“Our lives are a burning. The physical processes that fuel and sustain us–breathing and eating–are kinds of burning. Our passion also is a kind of fire. When our lives are lit by our passions, they give off light and heat. In the end our bodies are consumed, and only the gold is left.”
R. Keith McCormick, DC
Part II : A Burning
My first reaction was embarrassment. How could I have this? I’d eaten well all my life: or at least I thought I had. I’d always drunk a lot of milk. I’d never done anything “wrong.” I’d always done everything “right” to be healthy. It just didn’t make any sense. Osteoporosis–a disease associated with frailty–was the antithesis of who I thought I was. From early on, the foundation of my life centered on developing the strongest, fastest, healthiest body I could.
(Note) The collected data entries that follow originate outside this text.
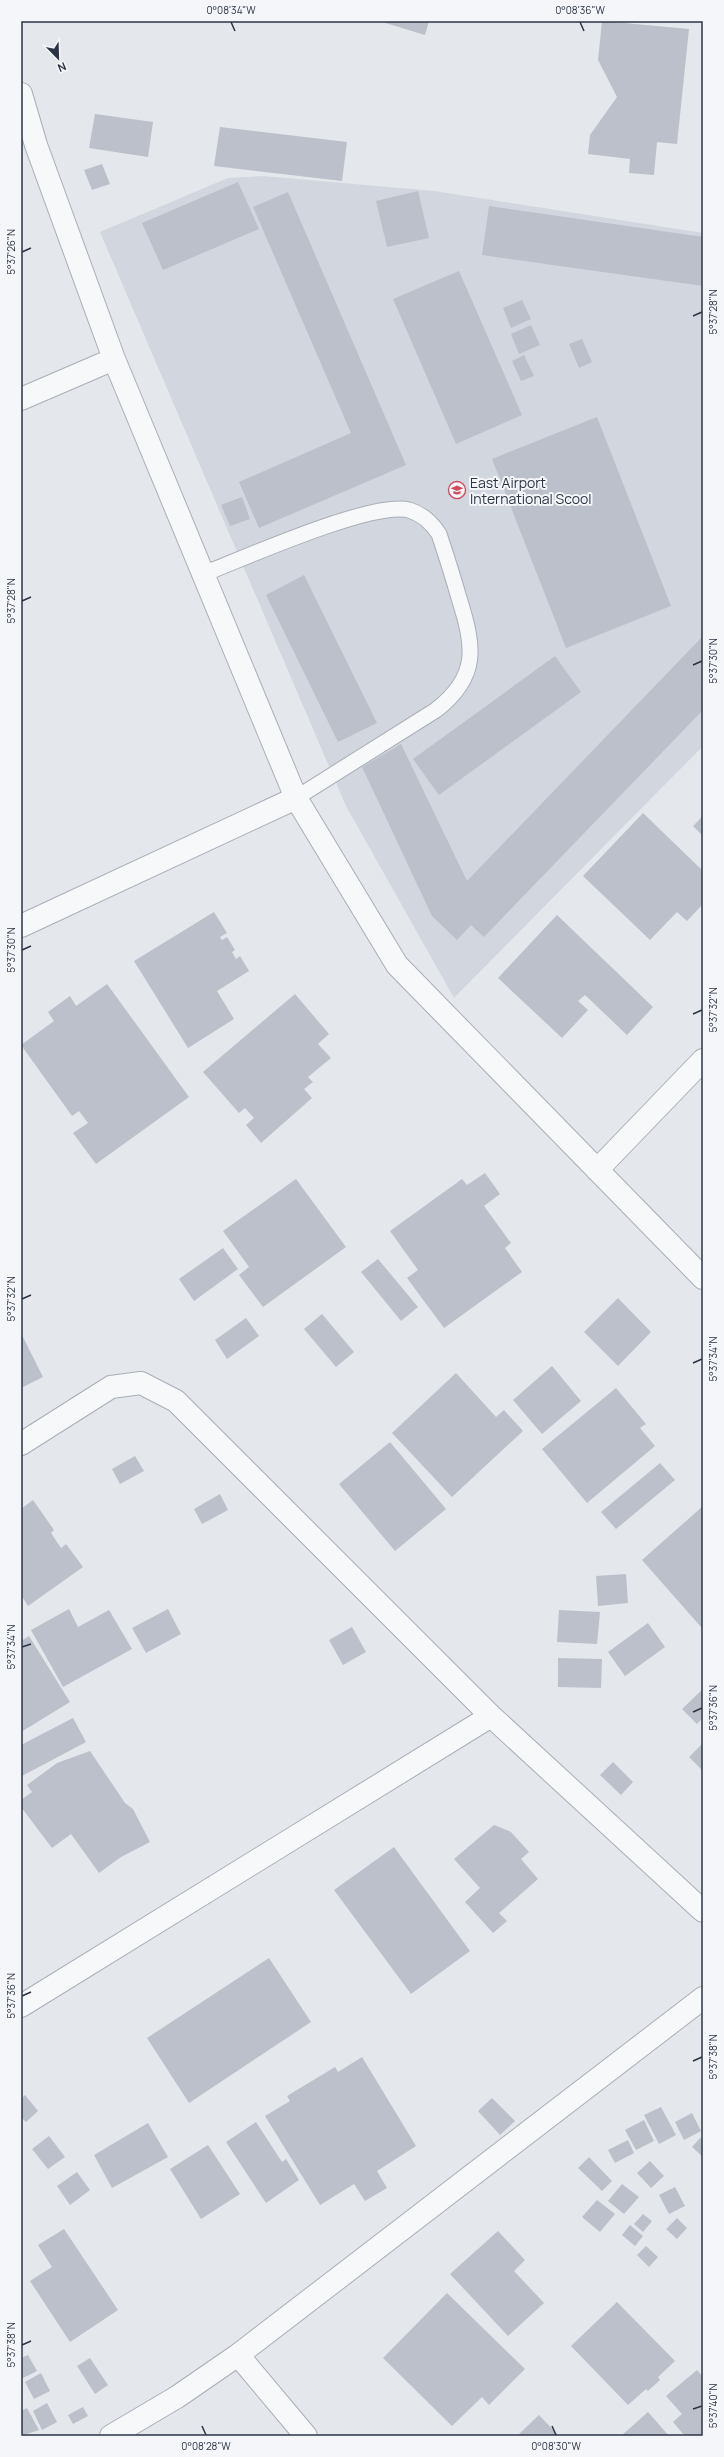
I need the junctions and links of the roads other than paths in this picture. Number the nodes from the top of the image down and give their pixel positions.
1 (21, 94) edge
2 (114, 359) junction
3 (21, 398) edge
4 (204, 574) junction
5 (296, 798) junction
6 (21, 926) edge
7 (703, 1060) edge
8 (597, 1170) junction
9 (703, 1278) edge
10 (21, 1444) edge
11 (491, 1716) junction
12 (703, 1911) edge
13 (703, 1998) edge
14 (21, 2006) edge
15 (238, 2355) junction
16 (111, 2436) edge
17 (306, 2436) edge

1 - 2 street
2 - 3 street
2 - 4 street
4 - 5 street
4 - 5 lane
5 - 6 street
5 - 8 street
7 - 8 street
8 - 9 street
10 - 11 street
11 - 12 street
11 - 14 street
13 - 15 street
15 - 16 street
15 - 17 street

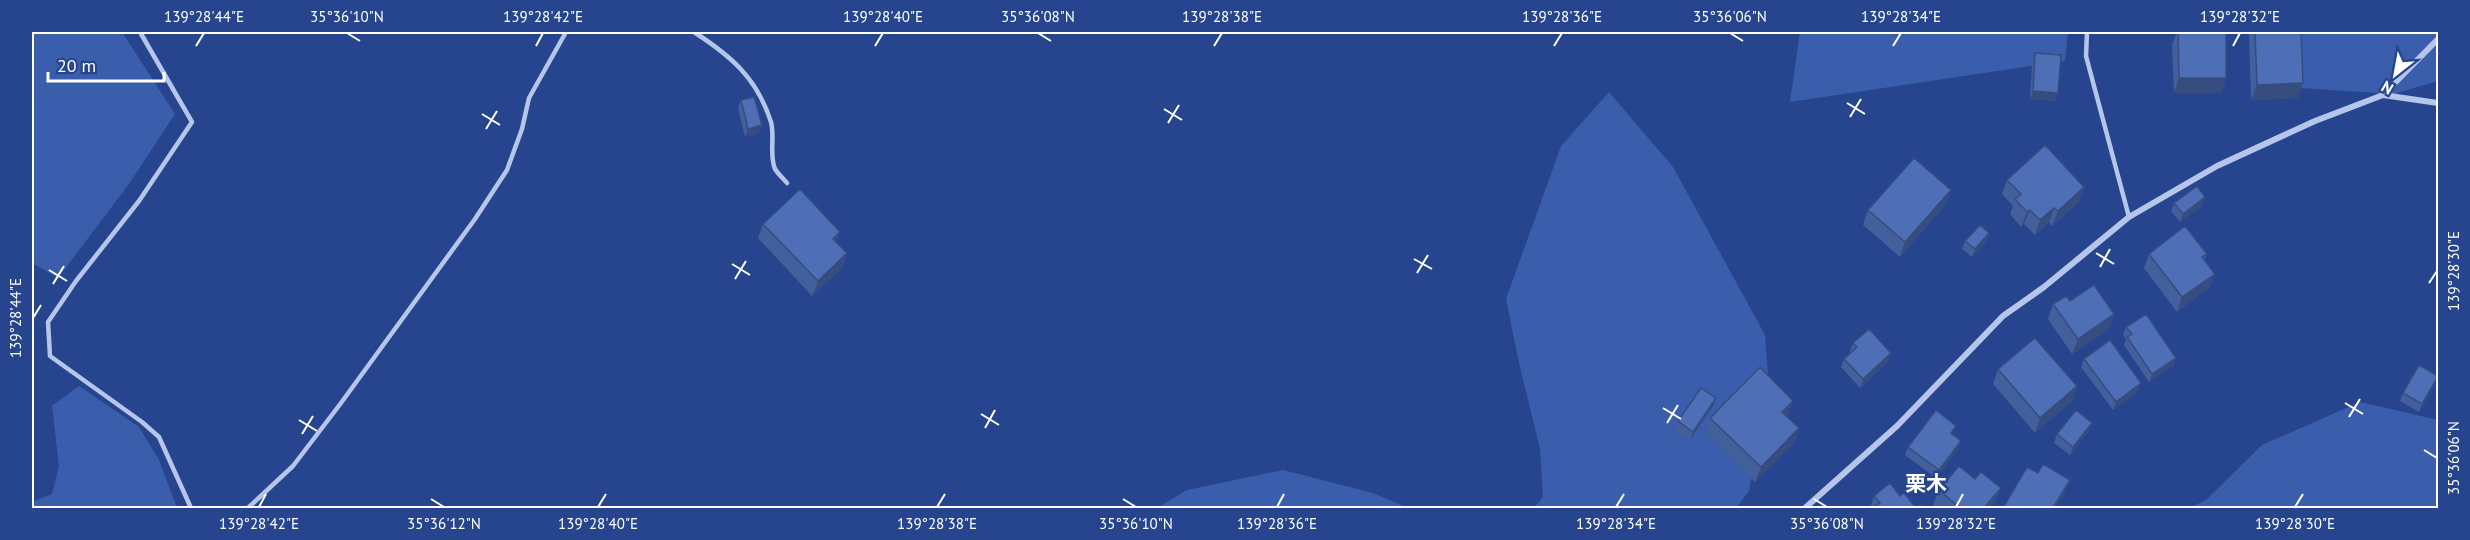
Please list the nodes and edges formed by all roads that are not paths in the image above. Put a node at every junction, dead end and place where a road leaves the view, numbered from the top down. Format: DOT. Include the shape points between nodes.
graph roads {
  1 [pos="140,32"];
  2 [pos="566,32"];
  3 [pos="694,32"];
  4 [pos="2088,32"];
  5 [pos="2439,39"];
  6 [pos="2383,95"];
  7 [pos="2439,103"];
  8 [pos="787,183"];
  9 [pos="2129,217"];
  10 [pos="191,508"];
  11 [pos="248,508"];
  12 [pos="1805,508"];
  1 -- 10 [label="lane" via="192,122 139,201 48,322 50,356 159,438"];
  2 -- 11 [label="lane" via="529,98 507,170 475,219 293,466"];
  3 -- 8 [label="lane" via="725,52 750,77 772,124 775,169"];
  4 -- 9 [label="lane" via="2086,56"];
  5 -- 6 [label="street"];
  6 -- 7 [label="street"];
  6 -- 9 [label="street" via="2217,166"];
  9 -- 12 [label="street" via="2003,316 1897,426"];
}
I had always wanted to be an Olympian and it seemed that from day one my attitude had been one of wanting to improve–to be the best, strongest, toughest competitor out there. My body was the vessel by which to achieve this, and I had fueled it with those goals in mind.
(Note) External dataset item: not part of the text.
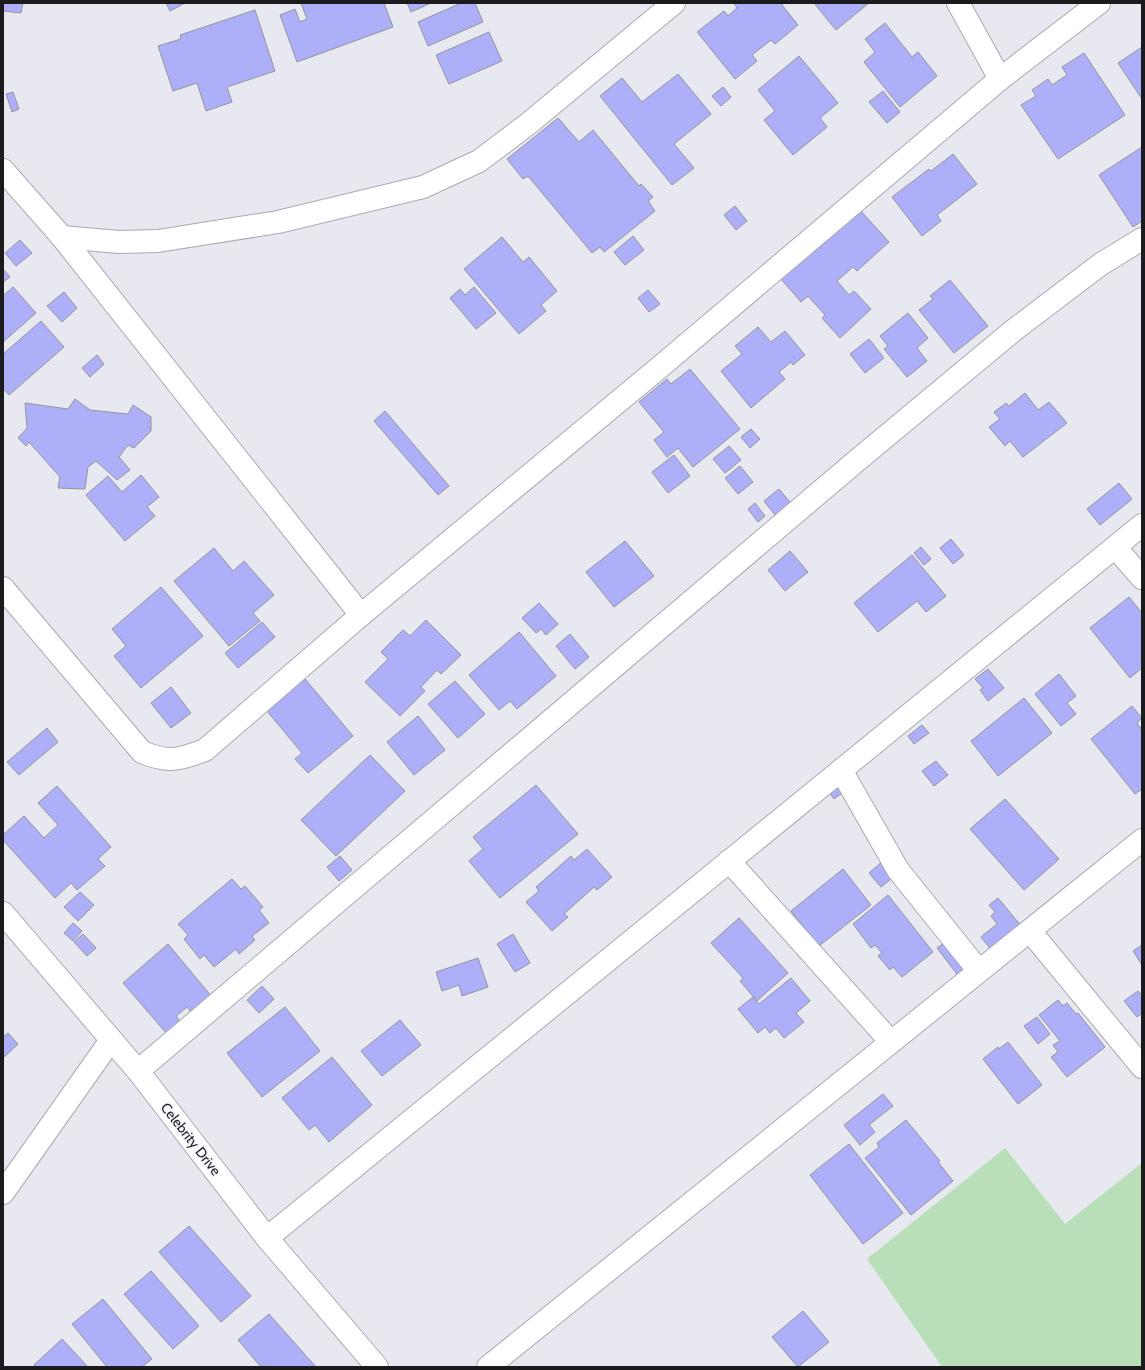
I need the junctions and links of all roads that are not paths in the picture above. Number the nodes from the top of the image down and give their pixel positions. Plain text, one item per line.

I didn’t tell anyone of my condition. I was too embarrassed–ashamed of what I had become–a broken-down old man in what I had thought was the prime of my life.
Initially, I struggled, not knowing how I was going to get out of this crumbling skeletal mess. Before I was diagnosed, I felt that I was almost unstoppable and certainly unbreakable. Osteoporosis did not fit with my unbreakable self-image. Now I was afraid I would fracture my spine if I opened the garage door or bent down to pick up something, and certainly shatter if I fell off my bike. Always one to help out at my son’s school, moving benches, lifting boxes, building sheds, I began to hide or made excuses. I was supposed to be strong, an Ironman (triathlete), an ex-Olympian no less. And now, just like that, I couldn’t move a table. Everyone would surely think I was a wimp!
The voice of the orthopedist, “You should go on disability” and “Now promise me that you’ll walk with a cane,” made me want to throw up. When I stood before a mirror, no matter how long I searched for that person I used to be, all I saw was emptiness. My self-confidence, as well as my inner structural core, had withered away.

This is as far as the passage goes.